Exercise prompt: Copy out the listing that follows, exact in every word, and skip the images.

** Extracted records follows **

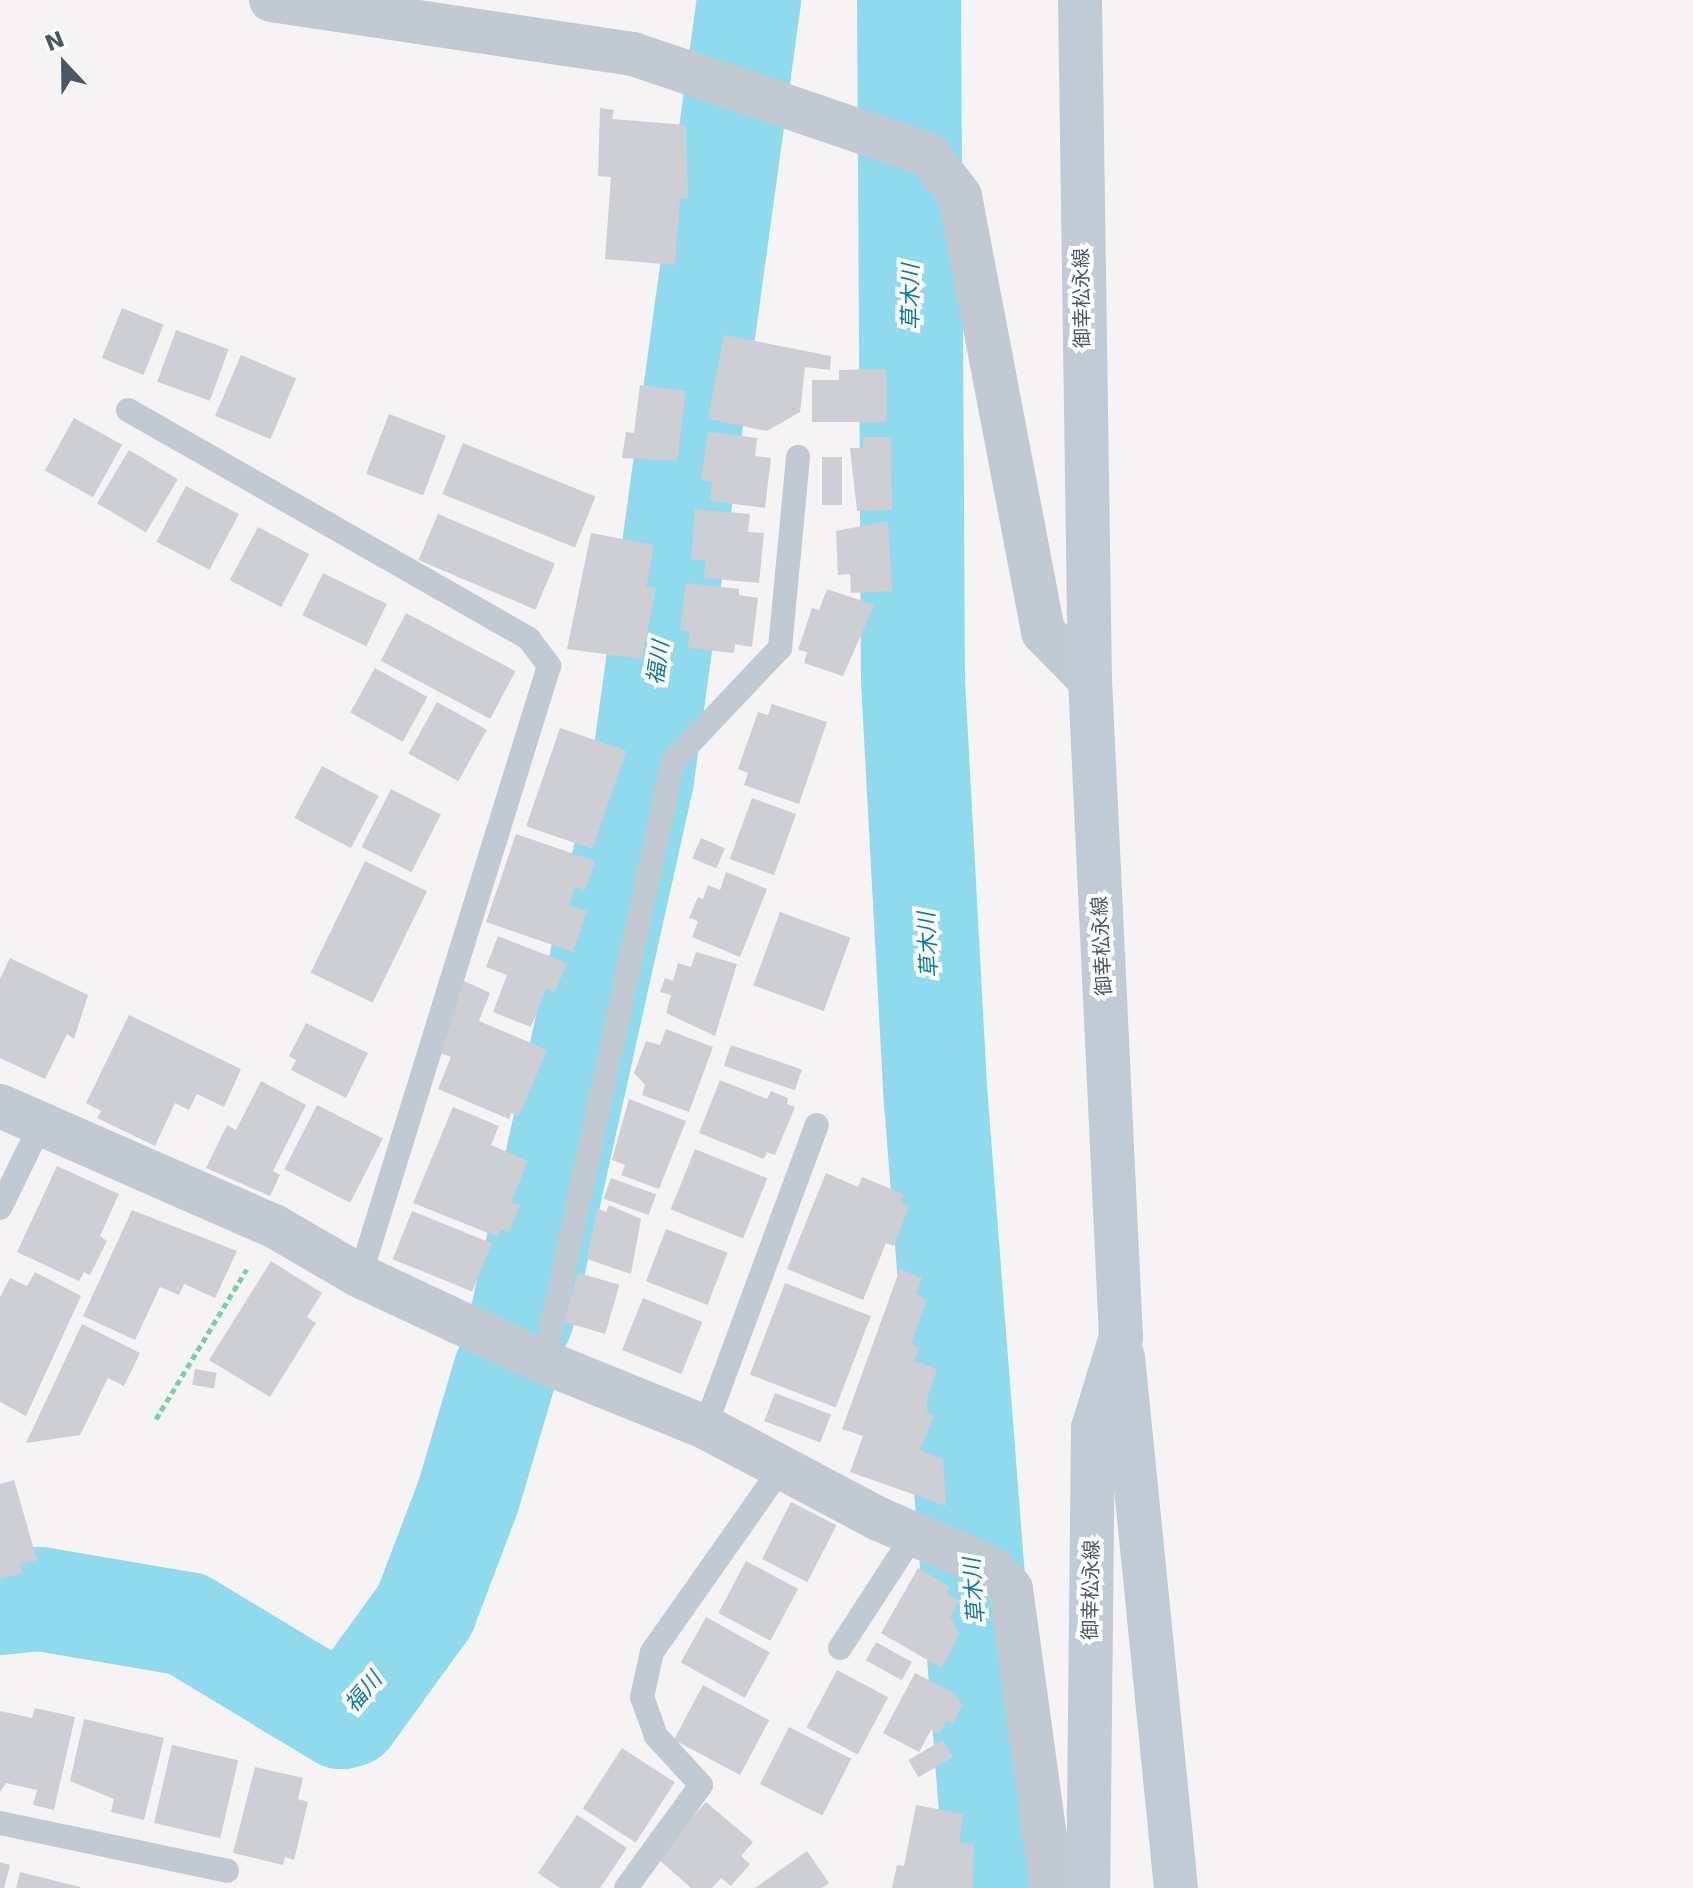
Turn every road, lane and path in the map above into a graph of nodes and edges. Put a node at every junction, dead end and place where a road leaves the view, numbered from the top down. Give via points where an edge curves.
1 (271, 0) edge
2 (1080, 0) edge
3 (128, 410) dead end
4 (798, 457) dead end
5 (1090, 680) junction
6 (0, 1106) edge
7 (817, 1125) dead end
8 (40, 1126) junction
9 (0, 1208) edge
10 (274, 1226) junction
11 (360, 1276) junction
12 (1121, 1337) junction
13 (544, 1362) junction
14 (156, 1419) dead end
15 (705, 1427) junction
16 (782, 1467) junction
17 (914, 1534) junction
18 (840, 1648) dead end
19 (0, 1823) edge
20 (227, 1871) dead end
21 (626, 1888) edge
22 (1052, 1888) edge
23 (1088, 1888) edge
24 (1176, 1888) edge

1 - 5 street via 633,54 913,149 960,196 1043,632
2 - 5 main road, 御幸松永線
3 - 11 lane via 529,639 549,666
4 - 13 lane via 780,648 673,761
5 - 12 main road, 御幸松永線
6 - 8 street
7 - 15 lane
8 - 9 lane
8 - 10 street
10 - 11 street
10 - 14 path
11 - 13 street
12 - 23 main road, 御幸松永線 via 1093,1428
12 - 24 main road
13 - 15 street
15 - 16 street
16 - 17 street
16 - 21 lane via 652,1652 642,1697 656,1736 701,1785
17 - 18 lane
17 - 22 street via 972,1559 1011,1589
19 - 20 lane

** End of Extracted records **

Result of this exercise:
Turn every road, lane and path in the map above into a graph of nodes and edges. Put a node at every junction, dead end and place where a road leaves the view, numbered from the top down. Give via points where an edge curves.
1 (271, 0) edge
2 (1080, 0) edge
3 (128, 410) dead end
4 (798, 457) dead end
5 (1090, 680) junction
6 (0, 1106) edge
7 (817, 1125) dead end
8 (40, 1126) junction
9 (0, 1208) edge
10 (274, 1226) junction
11 (360, 1276) junction
12 (1121, 1337) junction
13 (544, 1362) junction
14 (156, 1419) dead end
15 (705, 1427) junction
16 (782, 1467) junction
17 (914, 1534) junction
18 (840, 1648) dead end
19 (0, 1823) edge
20 (227, 1871) dead end
21 (626, 1888) edge
22 (1052, 1888) edge
23 (1088, 1888) edge
24 (1176, 1888) edge

1 - 5 street via 633,54 913,149 960,196 1043,632
2 - 5 main road, 御幸松永線
3 - 11 lane via 529,639 549,666
4 - 13 lane via 780,648 673,761
5 - 12 main road, 御幸松永線
6 - 8 street
7 - 15 lane
8 - 9 lane
8 - 10 street
10 - 11 street
10 - 14 path
11 - 13 street
12 - 23 main road, 御幸松永線 via 1093,1428
12 - 24 main road
13 - 15 street
15 - 16 street
16 - 17 street
16 - 21 lane via 652,1652 642,1697 656,1736 701,1785
17 - 18 lane
17 - 22 street via 972,1559 1011,1589
19 - 20 lane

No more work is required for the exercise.